When I was 34 with 2 kids, a husband who worked shifts, a ten room house, a dog, hamsters, parakeet and fish--I went back to college. I wasn't sure I could do it--in fact, I was sure I couldn't considering the egg I laid when I had tried before.
But, I did do it. When I graduated, I only had one B. The rest of my grades were As. I was outstanding woman graduate for the School of Social Work that year.
I learned: Your past does not have to dictate your future. That lesson has served me well.
Deb
awesome! we learn the most from our mistakes. amazing what motivation there is when your family is depending on you.
I recently came across your site, very nice. Keep it up.
http://www.bukisa.com/articles/330413_kindness-can-make-you-happier
Love your blog. I also have regrets about some of the things I did when very young, and one of them involves being "nasty" to another girl. I felt bad immediately, and to this day, I think about that with some feelings of shame. Ah...life's lessons--so many teach empathy--and without that, we cannot be useful to anyone, including ourselves. Have a great weekend...
The mistake I learned the most from is how I treated my parents in high school. Not treating them like real people with feelings. Thinking their love, care, and desire to spend time with me was a sadistic need to control me. I never "rebelled", but I would insinuate things, or ignore them, or make a certain face, that would cut them more deeply than I like to remember.
And yet....they still love me. And want to spend time with me. And thankfully, I do now too. :)
I am glad that you and Darla became friends. That is cool. The God questions were hard. Just sayin'. And I, too, have enormous respect for Mother Teresa. She was all about helping one person at a time. I am not sure that she was ever about the Big Picture, and, still she helped SO MANY. It is amazing.
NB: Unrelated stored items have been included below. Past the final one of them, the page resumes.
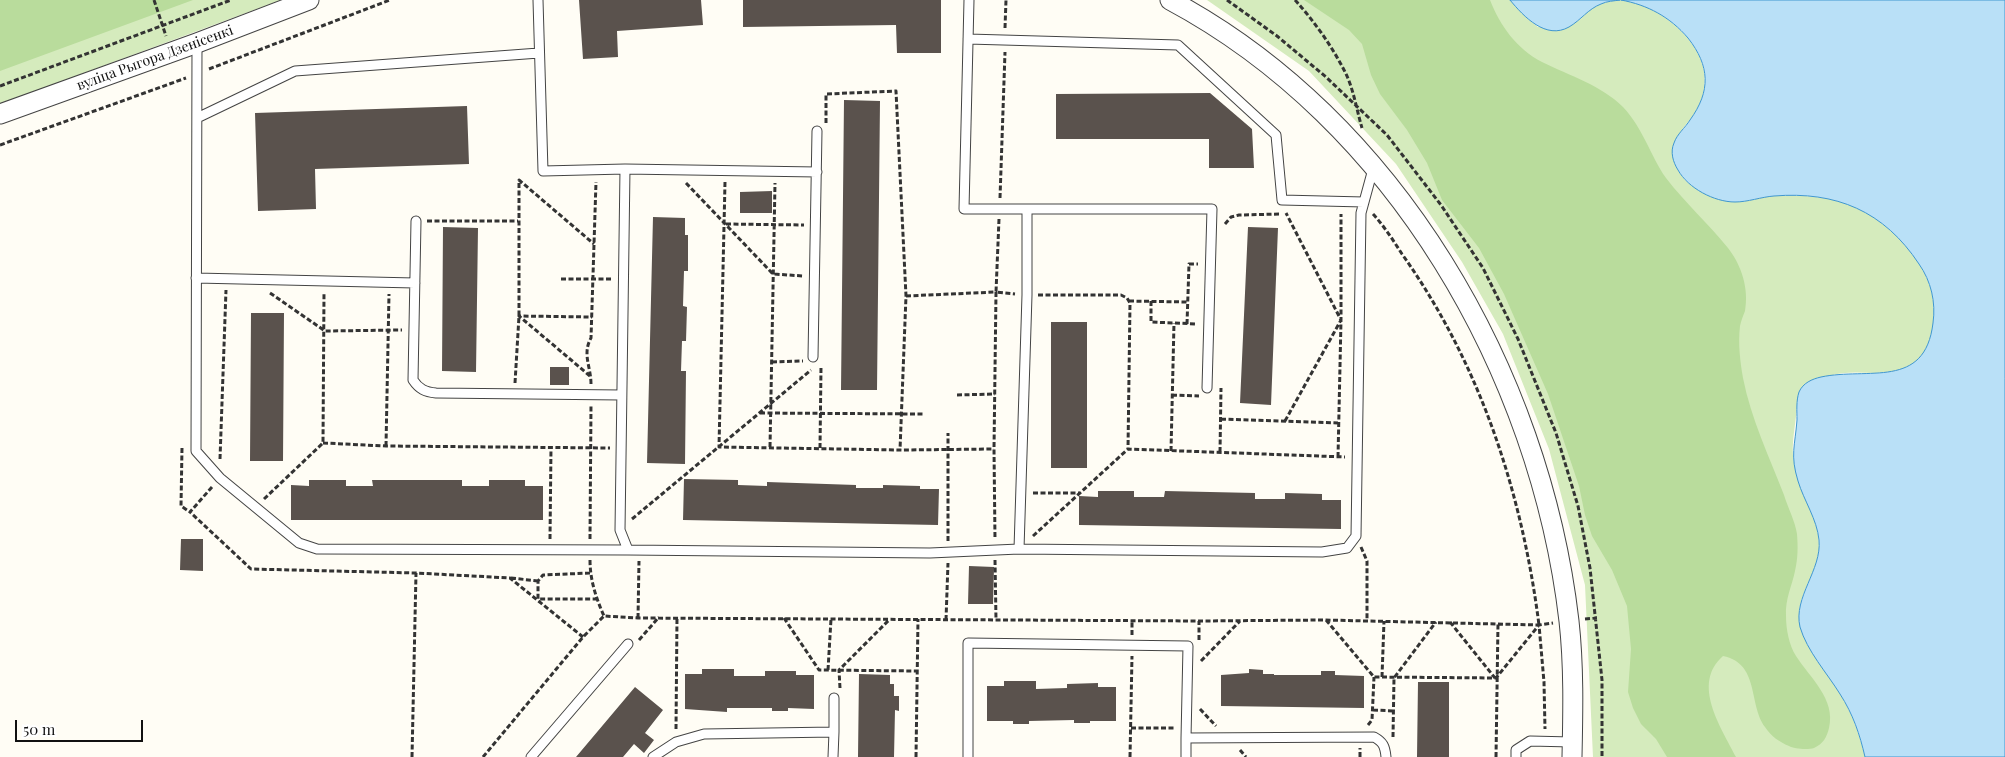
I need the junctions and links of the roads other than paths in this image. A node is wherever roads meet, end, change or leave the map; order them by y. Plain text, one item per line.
1 (309, 0) edge
2 (538, 0) edge
3 (969, 0) edge
4 (1170, 0) edge
5 (968, 39) junction
6 (197, 43) junction
7 (539, 53) junction
8 (0, 114) edge
9 (197, 118) junction
10 (817, 131) dead end
11 (1374, 166) junction
12 (625, 169) junction
13 (817, 172) junction
14 (1364, 202) junction
15 (1027, 209) junction
16 (416, 221) road end
17 (196, 278) junction
18 (415, 283) junction
19 (815, 360) road end
20 (1207, 388) dead end
21 (621, 395) junction
22 (1020, 549) junction
23 (628, 550) junction
24 (628, 644) dead end
25 (834, 698) road end
26 (834, 732) junction
27 (1186, 738) junction
28 (1572, 749) edge
29 (531, 757) edge
30 (653, 757) edge
31 (833, 757) edge
32 (968, 757) edge
33 (1186, 757) edge
34 (1386, 757) edge
35 (1516, 757) edge

1 - 6 street, вуліца Рыгора Дзенісенкі
2 - 7 lane
3 - 5 lane
4 - 11 street
5 - 14 lane
5 - 15 lane
6 - 8 street, вуліца Рыгора Дзенісенкі
6 - 9 lane
7 - 9 lane
7 - 12 lane
9 - 17 lane
10 - 13 lane
11 - 14 lane
11 - 28 street
12 - 13 lane
12 - 21 lane
13 - 19 lane
14 - 22 lane
15 - 20 lane
15 - 22 lane
16 - 18 lane
17 - 18 lane
17 - 23 lane
18 - 21 lane
21 - 23 lane
22 - 23 lane
24 - 29 lane
25 - 26 lane
26 - 30 lane
26 - 31 lane
27 - 32 lane
27 - 33 lane
27 - 34 lane
28 - 35 lane

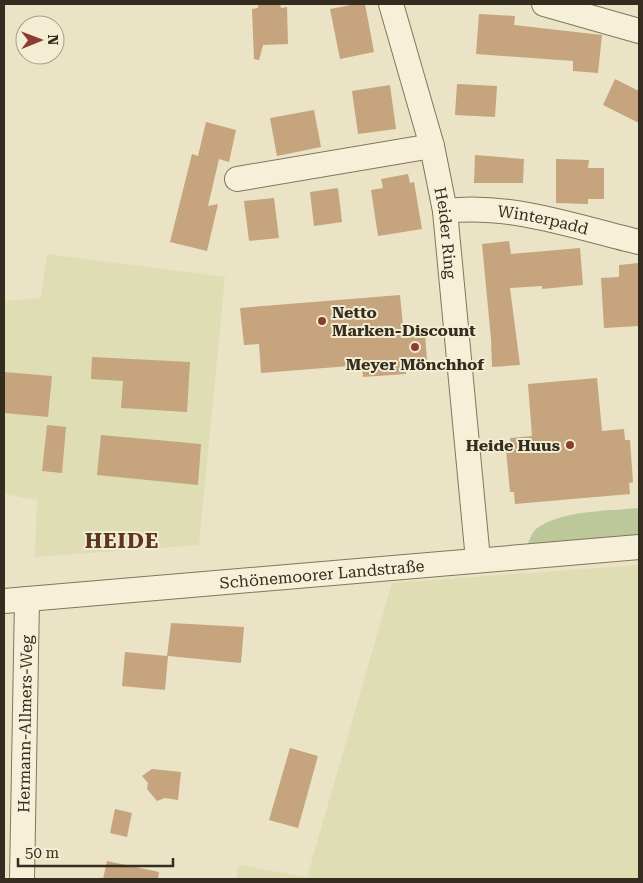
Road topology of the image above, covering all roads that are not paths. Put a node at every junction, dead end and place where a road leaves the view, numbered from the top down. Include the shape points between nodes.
1 (544, 4) edge
2 (397, 5) edge
3 (639, 31) edge
4 (432, 146) junction
5 (237, 179) dead end
6 (445, 211) junction
7 (639, 242) edge
8 (639, 547) edge
9 (478, 560) junction
10 (15, 600) edge
11 (22, 879) edge

1 - 3 street
2 - 4 street, Heider Ring
4 - 5 street
4 - 6 street, Heider Ring
6 - 7 street, Winterpadd via 479,209 525,214
6 - 9 street, Heider Ring
8 - 9 street, Schönemoorer Landstraße
9 - 10 street, Schönemoorer Landstraße
10 - 11 street, Hermann-Allmers-Weg

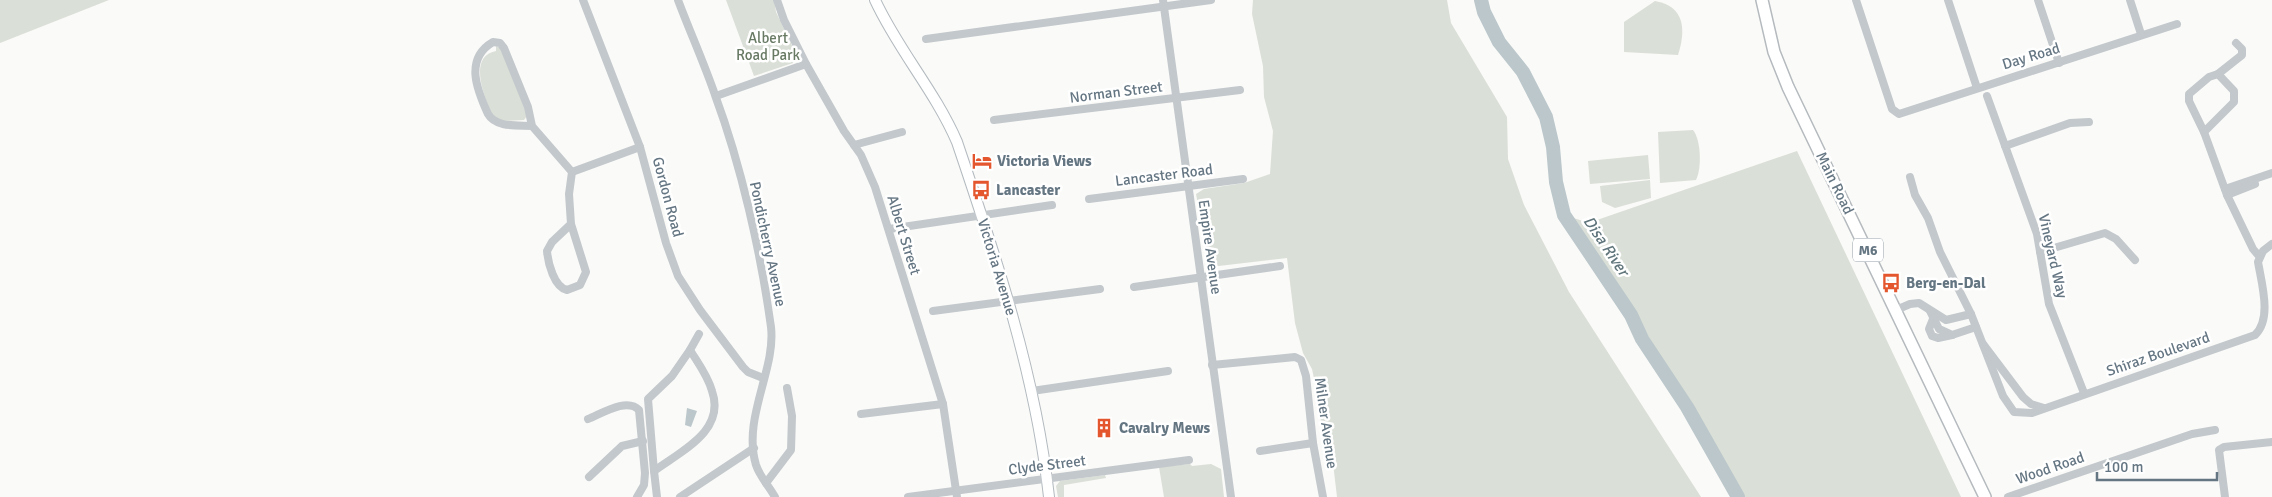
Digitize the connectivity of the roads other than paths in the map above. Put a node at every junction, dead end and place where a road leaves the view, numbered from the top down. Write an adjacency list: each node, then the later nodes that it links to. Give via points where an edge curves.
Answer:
1 (582, 0): 31 (street, Gordon Road)
2 (678, 0): 21 (street, Pondicherry Avenue)
3 (777, 0): 17 (street, Albert Street)
4 (875, 0): 41 (street, Victoria Avenue, via 885,22 946,115)
5 (1211, 0): 11 (street)
6 (1762, 0): 54 (main road, Main Road / M6, via 1774,52 1788,87)
7 (1856, 0): 19 (street, Day Road, via 1894,112 1903,113)
8 (1948, 0): 19 (street)
9 (2038, 0): 16 (street)
10 (2130, 0): 13 (street)
11 (1163, 4): 14 (street); 23 (street, Empire Avenue)
12 (2177, 24): 13 (street, Day Road)
13 (2141, 34): 16 (street, Day Road)
14 (926, 39)
15 (2236, 43): 18 (street, via 2242,54)
16 (2058, 63): 19 (street, Day Road)
17 (806, 64): 21 (street); 29 (street, Albert Street)
18 (2218, 74): 28 (street, via 2234,91 2234,102); 28 (street, via 2209,77 2189,94 2189,101)
19 (1977, 88)
20 (1240, 90): 23 (street, Norman Street)
21 (716, 96): 64 (street, Pondicherry Avenue, via 749,215 769,318 772,341)
22 (1987, 96): 30 (street, Vineyard Way)
23 (1176, 98): 24 (street, Norman Street); 37 (street, Empire Avenue)
24 (994, 120)
25 (2088, 122): 30 (street, via 2070,123)
26 (532, 126): 26 (street, via 528,107 504,48 493,42 481,53 474,70 485,107 491,118 499,123); 32 (street, via 558,152)
27 (902, 132): 29 (street)
28 (2204, 132): 38 (street)
29 (854, 145): 43 (street, Albert Street, via 867,165)
30 (2005, 146): 45 (street, Vineyard Way, via 2037,234)
31 (640, 147): 32 (street); 64 (street, Gordon Road, via 678,276 743,367)
32 (572, 172): 42 (street, via 569,194)
33 (2272, 173): 38 (street)
34 (1910, 177): 56 (street, Shiraz Boulevard, via 1940,252)
35 (2272, 178): 38 (street)
36 (1242, 179): 37 (street, Lancaster Road)
37 (1188, 186): 39 (street, Lancaster Road); 49 (street, Empire Avenue)
38 (2226, 192): 46 (street)
39 (1089, 199)
40 (1052, 205): 41 (street)
41 (981, 215): 43 (street); 52 (street, Victoria Avenue)
42 (571, 224): 42 (street, via 547,251 555,278 561,288 567,290 580,285 586,272)
43 (889, 229): 68 (street, Albert Street)
44 (2272, 244): 46 (street)
45 (2040, 252): 47 (street, via 2105,233 2116,239); 67 (street, Vineyard Way, via 2049,304)
46 (2259, 256): 57 (street, via 2260,276)
47 (2135, 260)
48 (1280, 266): 49 (street)
49 (1201, 277): 50 (street); 62 (street, Empire Avenue)
50 (1134, 287)
51 (1100, 289): 52 (street)
52 (1008, 302): 55 (street); 66 (street, Victoria Avenue)
53 (1929, 309): 54 (street, via 1915,303); 56 (street, via 1946,320); 58 (street, via 1940,329 1952,335)
54 (1896, 310): 92 (main road, Main Road / M6)
55 (933, 311)
56 (1971, 314): 58 (street, Shiraz Boulevard)
57 (2270, 314): 67 (street, Shiraz Boulevard, via 2266,325 2256,335)
58 (1976, 327): 60 (street, Shiraz Boulevard)
59 (699, 334): 61 (street)
60 (1982, 343): 69 (street, Shiraz Boulevard, via 2023,397); 69 (street, Shiraz Boulevard, via 2011,409 2024,414)
61 (690, 350): 79 (street, via 672,376 648,399); 79 (street, via 712,389 714,417 708,429)
62 (1212, 365): 75 (street, Milner Avenue, via 1295,357 1301,360); 90 (street, Empire Avenue)
63 (1168, 371): 66 (street)
64 (763, 378): 76 (street, Pondicherry Avenue, via 755,416)
65 (787, 388): 82 (street, via 792,416 790,450)
66 (1032, 391): 81 (street, Victoria Avenue)
67 (2084, 393): 69 (street, Shiraz Boulevard)
68 (943, 404): 70 (street); 83 (street, Albert Street)
69 (2044, 408)
70 (861, 414)
71 (588, 419): 73 (street, via 624,405 635,406 640,413)
72 (2215, 430): 93 (street, Wood Road, via 2192,434)
73 (643, 441): 80 (street, via 622,446); 84 (street, via 645,480)
74 (2272, 442): 94 (street, via 2224,448 2219,452)
75 (1313, 443): 77 (street); 91 (street, Milner Avenue)
76 (754, 448): 82 (street, Pondicherry Avenue, via 756,463); 86 (street)
77 (1260, 451)
78 (1189, 460): 81 (street, Clyde Street)
79 (654, 471): 85 (street)
80 (589, 477)
81 (1047, 479): 83 (street, Clyde Street); 89 (street, Victoria Avenue)
82 (766, 482): 87 (street, Pondicherry Avenue)
83 (957, 494): 88 (street, Clyde Street)
84 (637, 497)
85 (657, 497)
86 (680, 497)
87 (776, 497)
88 (908, 497)
89 (1050, 497)
90 (1231, 497)
91 (1323, 497)
92 (1985, 497)
93 (2008, 497)
94 (2225, 497)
We all do stupid things that we eventually regret. The nice thing about you and Darla is that you figured it out right away (when you saw her cry) and reached out to her by apologizing. Great that you are friends.
Thought you might like this article after a post you write a couple of weeks back:
foudn it on http://lapbandletters.blogspot.com/
CNN article: http://www.cnn.com/2010/LIVING/09/02/tf.lost.100.pounds.fat/index.html?eref=mrss_igoogle_cnn
Oooh, how my biggest regret mirrors yours. I wish I had learned how to be kind when you did. It took me a few extra years. But I too, apologized. I hope it meant something to the offended...
LOVE your question about who cracks up God. I'd want to be around to hear the answer to that one ;)
I would want to ask Him what I was doing right, and where I was headed in the wrong direction. I have so many questions...
I have recently discovered your brilliant blog. I love your honesty here. It's when we can be honest and face up to our true selves that we can finally deal with the issue of our weight.